Primeiro, porque os pais têm um poder imenso sobre os filhos, e suas ações podem fazer enorme diferença para a felicidade deles. Criar filhos é acima de tudo um ato de amor e uma responsabilidade ética. Não estão absolutamente certo os pais baterem, humilharem, permitirem que os filhos sofram privações ou serem tratados com negligência, pois é horrível uma pessoa grande e forte fazer coisas assim com uma pessoa pequena e indefesa. Podemos não ter o amanhã de nossos filhos em nossas mãos, mas certamente temos o hoje, e temos o poder  de fazer esse hoje extremamente infeliz.
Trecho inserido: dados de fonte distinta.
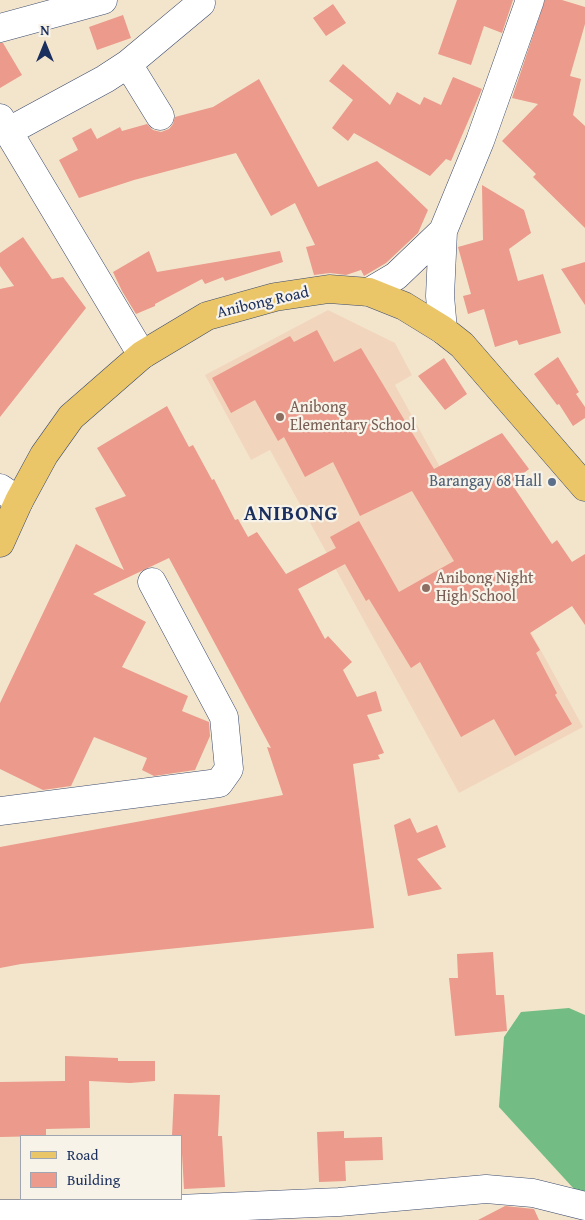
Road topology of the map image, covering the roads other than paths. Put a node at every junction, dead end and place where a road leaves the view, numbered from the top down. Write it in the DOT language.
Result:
graph roads {
  1 [pos="103,0"];
  2 [pos="530,0"];
  3 [pos="201,2"];
  4 [pos="0,28"];
  5 [pos="128,64"];
  6 [pos="160,116"];
  7 [pos="4,124"];
  8 [pos="443,231"];
  9 [pos="369,292"];
  10 [pos="443,330"];
  11 [pos="142,355"];
  12 [pos="585,487"];
  13 [pos="10,495"];
  14 [pos="0,543"];
  15 [pos="152,582"];
  16 [pos="0,811"];
  17 [pos="585,1206"];
  18 [pos="0,1214"];
  19 [pos="64,1217"];
  1 -- 4 [label="street"];
  2 -- 8 [label="street"];
  3 -- 5 [label="street"];
  5 -- 6 [label="street"];
  5 -- 7 [label="street"];
  7 -- 11 [label="street"];
  8 -- 9 [label="street"];
  8 -- 10 [label="street"];
  9 -- 10 [label="main road, Anibong Road"];
  9 -- 11 [label="main road, Anibong Road"];
  10 -- 12 [label="main road, Anibong Road"];
  11 -- 13 [label="main road, Anibong Road"];
  13 -- 14 [label="main road, Anibong Road"];
  15 -- 16 [label="street"];
  17 -- 19 [label="street"];
  18 -- 19 [label="street"];
}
Segundo, pais e filhos têm um relacionamento humano. Ninguém pergunta: “Então você está dizendo que não importa como trato um amigo?”, muito embora ninguém além dos recém-casados acredite que pode mudar a personalidade de outra pessoa. Amigos são bons uns com os outros (ou tendem a ser) não para moldar a personalidade do companheiro em uma forma desejável, mas para construir um relacionamento profundo e satisfatório. Assim ocorre com pais e filhos: o comportamento de uma pessoa para com outra tem conseqüências para a qualidade do relacionamento entre elas. No decorrer de uma vida o equilíbrio de poder muda, e os filhos, munidos das lembranças do modo como foram tratados, vão adquirindo cada vez mais poder nas interações com os pais.
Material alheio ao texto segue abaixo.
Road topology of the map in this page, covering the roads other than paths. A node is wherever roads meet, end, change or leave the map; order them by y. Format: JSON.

Se alguém  não acha que o imperativo moral é uma razão suficientemente boa para ser bom para seu filho, deveria tentar isto: seja bom para seu filho quando ele é jovem para que ele seja bom para você quando você for velho. Existem adultos equilibrados e sensatos  que ainda tremem de raiva quando lembram as crueldades que seus pais lhes infligiram na infância. Outros ficam de olhos marejados de enternecimento em momentos íntimos quando recordam a bondade ou sacrifício feitos em nome de sua felicidade, talvez coisas de que a mãe ou o pai já tenham se esquecido há muito tempo. Se não for por outra razão, os pais devem tratar bem e não maltratar os filhos para permitir-lhes crescer com essas boas lembranças (palmadas e castigo não educam: machucam e magoam). De fato, grande parte da tragédia humana reside nos conflitos de interesses  inerentes aos relacionamentos humanos e não devidamente superados.
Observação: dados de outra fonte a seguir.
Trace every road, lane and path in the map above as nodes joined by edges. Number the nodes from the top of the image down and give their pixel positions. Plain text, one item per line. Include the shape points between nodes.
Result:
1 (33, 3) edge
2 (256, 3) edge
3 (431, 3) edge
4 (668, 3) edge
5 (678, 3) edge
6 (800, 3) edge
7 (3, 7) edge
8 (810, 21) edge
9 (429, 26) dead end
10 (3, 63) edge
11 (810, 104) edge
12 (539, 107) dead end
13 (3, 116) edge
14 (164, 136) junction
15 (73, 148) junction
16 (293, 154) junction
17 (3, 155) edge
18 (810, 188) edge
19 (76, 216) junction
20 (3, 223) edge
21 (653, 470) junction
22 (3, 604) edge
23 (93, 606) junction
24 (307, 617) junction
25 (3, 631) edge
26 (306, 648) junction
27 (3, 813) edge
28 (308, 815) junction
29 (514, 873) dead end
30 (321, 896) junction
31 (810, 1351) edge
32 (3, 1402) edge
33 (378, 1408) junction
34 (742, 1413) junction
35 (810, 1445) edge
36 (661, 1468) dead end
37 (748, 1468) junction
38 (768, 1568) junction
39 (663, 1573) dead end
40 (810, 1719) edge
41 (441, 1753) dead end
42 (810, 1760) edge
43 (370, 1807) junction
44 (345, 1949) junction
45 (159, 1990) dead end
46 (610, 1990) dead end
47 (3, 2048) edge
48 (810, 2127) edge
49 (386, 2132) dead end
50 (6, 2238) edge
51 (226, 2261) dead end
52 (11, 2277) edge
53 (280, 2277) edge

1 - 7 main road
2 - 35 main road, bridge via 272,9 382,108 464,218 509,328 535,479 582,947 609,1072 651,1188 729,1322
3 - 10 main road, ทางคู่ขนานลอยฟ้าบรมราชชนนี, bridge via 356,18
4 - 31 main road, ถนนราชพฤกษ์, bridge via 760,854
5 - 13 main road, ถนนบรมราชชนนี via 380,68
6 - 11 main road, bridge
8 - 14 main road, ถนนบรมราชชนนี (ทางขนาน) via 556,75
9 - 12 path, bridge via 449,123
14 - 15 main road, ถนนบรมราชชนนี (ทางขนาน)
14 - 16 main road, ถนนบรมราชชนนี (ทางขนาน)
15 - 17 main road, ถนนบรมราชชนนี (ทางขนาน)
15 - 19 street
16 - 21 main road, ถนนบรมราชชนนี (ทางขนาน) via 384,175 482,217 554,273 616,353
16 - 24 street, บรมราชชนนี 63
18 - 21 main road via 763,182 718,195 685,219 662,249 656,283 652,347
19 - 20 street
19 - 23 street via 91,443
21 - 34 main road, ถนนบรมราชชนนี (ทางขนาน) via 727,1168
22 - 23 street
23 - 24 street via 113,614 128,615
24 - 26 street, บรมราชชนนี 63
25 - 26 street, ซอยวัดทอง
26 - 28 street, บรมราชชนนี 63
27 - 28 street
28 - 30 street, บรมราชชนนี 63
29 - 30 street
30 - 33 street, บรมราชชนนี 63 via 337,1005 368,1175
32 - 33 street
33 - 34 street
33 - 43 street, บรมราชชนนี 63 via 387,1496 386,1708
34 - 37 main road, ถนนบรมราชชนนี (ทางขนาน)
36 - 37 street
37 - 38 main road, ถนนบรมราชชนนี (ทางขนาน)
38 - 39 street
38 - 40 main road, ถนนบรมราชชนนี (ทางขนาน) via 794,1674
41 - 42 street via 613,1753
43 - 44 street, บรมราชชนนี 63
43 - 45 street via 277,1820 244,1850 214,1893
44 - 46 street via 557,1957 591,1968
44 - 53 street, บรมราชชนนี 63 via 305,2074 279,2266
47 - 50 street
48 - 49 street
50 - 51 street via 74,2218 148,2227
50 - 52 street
E percebemos que, quando as pessoas ouvem explicações como essas, baixam a cabeça e dizem, sempre muito seguras do excesso de bom senso que crêem ter: “Sim, eu sei disso”. O fato de que as pessoas podem esquecer essas verdades simples quando intelectualizam sobre o tema “crianças” mostra como algumas idéias modernas nos levaram tão longe. São idéias que facilitam pensar nas crianças como massinhas a ser moldadas em vez de parceiras em um relacionamento humano.

O meritório sentido e valor do projeto de lei em defender o direito da criança a ser tratada e respeitada como in-divíduo é, portanto, reflexo do imperativo moral de que compreender o ser humano, como valor primeiro, somente se afirma a partir do respeito incondicional por sua dignidade: não somente da criança como expressão da capacidade para aprender por qualquer meio que seja, mas de um ser humano com plena aptidão para sentir, reagir, amar, eleger, cooperar, dialogar e de ser, em última instância, capaz de autodeterminar-se livremente no âmbito de sua peculiar existência.

 

Como citar o texto:

FERNANDEZ, Atahualpa; FERNANDEZ, Marly..Criança e castigo. Boletim Jurídico, Uberaba/MG, a. 3, nº 163. Disponível em https://www.boletimjuridico.com.br/artigos/direito-da-infancia-e-juventude/1017/crianca-castigo. Acesso em 30 jan. 2006.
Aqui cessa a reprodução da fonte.